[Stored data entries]
+ + + +
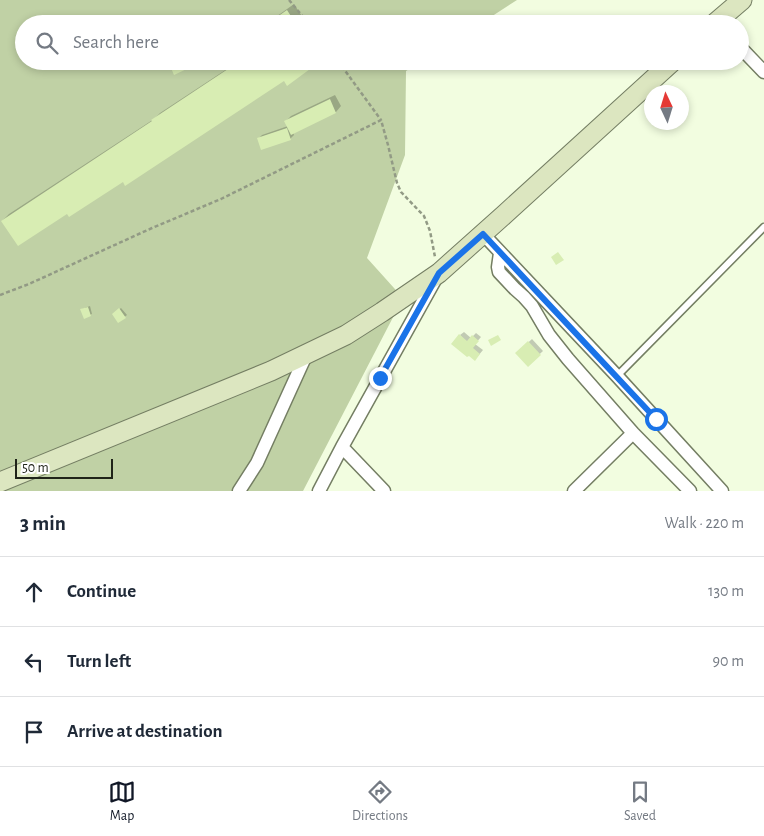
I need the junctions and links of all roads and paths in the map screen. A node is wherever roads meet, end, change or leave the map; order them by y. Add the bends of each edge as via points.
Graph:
1 (289, 0) edge
2 (742, 0) edge
3 (302, 15) edge
4 (725, 15) edge
5 (749, 57) edge
6 (345, 70) edge
7 (663, 70) edge
8 (764, 72) edge
9 (381, 120) junction
10 (764, 227) edge
11 (483, 234) junction
12 (500, 253) junction
13 (439, 273) junction
14 (0, 295) edge
15 (307, 353) junction
16 (617, 376) junction
17 (634, 433) junction
18 (342, 447) junction
19 (0, 482) edge
20 (239, 491) edge
21 (319, 491) edge
22 (384, 491) edge
23 (574, 491) edge
24 (690, 491) edge
25 (722, 491) edge

1 - 3 path
2 - 4 street
5 - 8 street
6 - 9 path
7 - 11 street
9 - 13 path via 396,183 424,216
9 - 14 path via 221,199
10 - 16 lane
11 - 12 street
11 - 13 street
12 - 16 street
12 - 17 street via 500,272 532,306 568,359
13 - 15 street via 353,330
13 - 18 street
15 - 19 street via 271,371
15 - 20 street via 256,464
16 - 25 street
17 - 23 street
17 - 24 street
18 - 21 street
18 - 22 street

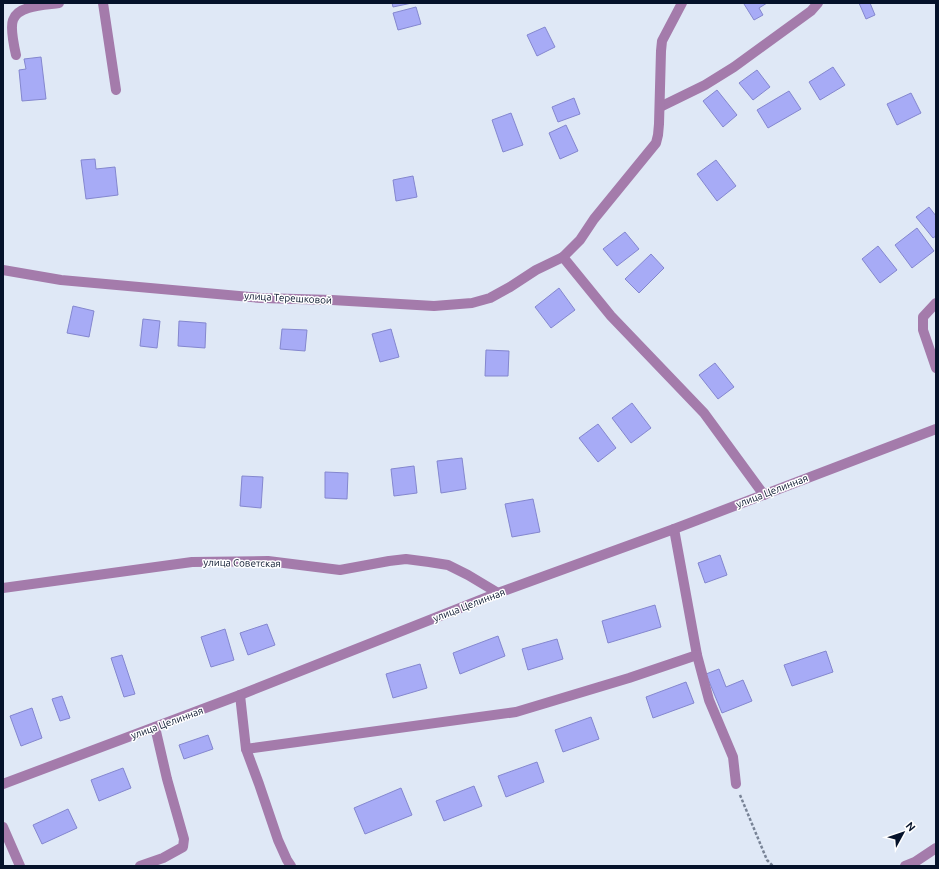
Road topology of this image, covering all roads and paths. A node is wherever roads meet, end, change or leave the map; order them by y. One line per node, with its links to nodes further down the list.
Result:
1 (59, 3): 5 (street)
2 (103, 3): 6 (street)
3 (682, 3): 7 (street, улица Терешковой)
4 (818, 3): 7 (street)
5 (16, 55)
6 (116, 90)
7 (660, 107): 8 (street, улица Терешковой)
8 (563, 257): 9 (street, улица Терешковой); 13 (street)
9 (3, 270)
10 (936, 303): 11 (street)
11 (936, 368)
12 (936, 429): 13 (street, улица Целинная)
13 (764, 495): 14 (street, улица Целинная)
14 (674, 529): 16 (street, улица Целинная); 17 (street)
15 (3, 588): 16 (street, улица Советская)
16 (498, 593): 18 (street, улица Целинная)
17 (697, 656): 20 (street); 22 (street)
18 (240, 695): 19 (street, улица Целинная); 20 (street)
19 (156, 727): 21 (street, улица Целинная); 26 (street)
20 (246, 749): 27 (street)
21 (4, 780)
22 (736, 784): 28 (path)
23 (3, 827): 25 (street)
24 (936, 848): 29 (street)
25 (20, 866)
26 (140, 866)
27 (291, 866)
28 (773, 866)
29 (905, 866)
+ + + +
**Instructions for the task**
The entries above need to be transcribed word for word, and the pictures stay out.

**Problem solution**
I need the junctions and links of all roads and paths in the map screen. A node is wherever roads meet, end, change or leave the map; order them by y. Add the bends of each edge as via points.
Graph:
1 (289, 0) edge
2 (742, 0) edge
3 (302, 15) edge
4 (725, 15) edge
5 (749, 57) edge
6 (345, 70) edge
7 (663, 70) edge
8 (764, 72) edge
9 (381, 120) junction
10 (764, 227) edge
11 (483, 234) junction
12 (500, 253) junction
13 (439, 273) junction
14 (0, 295) edge
15 (307, 353) junction
16 (617, 376) junction
17 (634, 433) junction
18 (342, 447) junction
19 (0, 482) edge
20 (239, 491) edge
21 (319, 491) edge
22 (384, 491) edge
23 (574, 491) edge
24 (690, 491) edge
25 (722, 491) edge

1 - 3 path
2 - 4 street
5 - 8 street
6 - 9 path
7 - 11 street
9 - 13 path via 396,183 424,216
9 - 14 path via 221,199
10 - 16 lane
11 - 12 street
11 - 13 street
12 - 16 street
12 - 17 street via 500,272 532,306 568,359
13 - 15 street via 353,330
13 - 18 street
15 - 19 street via 271,371
15 - 20 street via 256,464
16 - 25 street
17 - 23 street
17 - 24 street
18 - 21 street
18 - 22 street

Road topology of this image, covering all roads and paths. A node is wherever roads meet, end, change or leave the map; order them by y. One line per node, with its links to nodes further down the list.
Result:
1 (59, 3): 5 (street)
2 (103, 3): 6 (street)
3 (682, 3): 7 (street, улица Терешковой)
4 (818, 3): 7 (street)
5 (16, 55)
6 (116, 90)
7 (660, 107): 8 (street, улица Терешковой)
8 (563, 257): 9 (street, улица Терешковой); 13 (street)
9 (3, 270)
10 (936, 303): 11 (street)
11 (936, 368)
12 (936, 429): 13 (street, улица Целинная)
13 (764, 495): 14 (street, улица Целинная)
14 (674, 529): 16 (street, улица Целинная); 17 (street)
15 (3, 588): 16 (street, улица Советская)
16 (498, 593): 18 (street, улица Целинная)
17 (697, 656): 20 (street); 22 (street)
18 (240, 695): 19 (street, улица Целинная); 20 (street)
19 (156, 727): 21 (street, улица Целинная); 26 (street)
20 (246, 749): 27 (street)
21 (4, 780)
22 (736, 784): 28 (path)
23 (3, 827): 25 (street)
24 (936, 848): 29 (street)
25 (20, 866)
26 (140, 866)
27 (291, 866)
28 (773, 866)
29 (905, 866)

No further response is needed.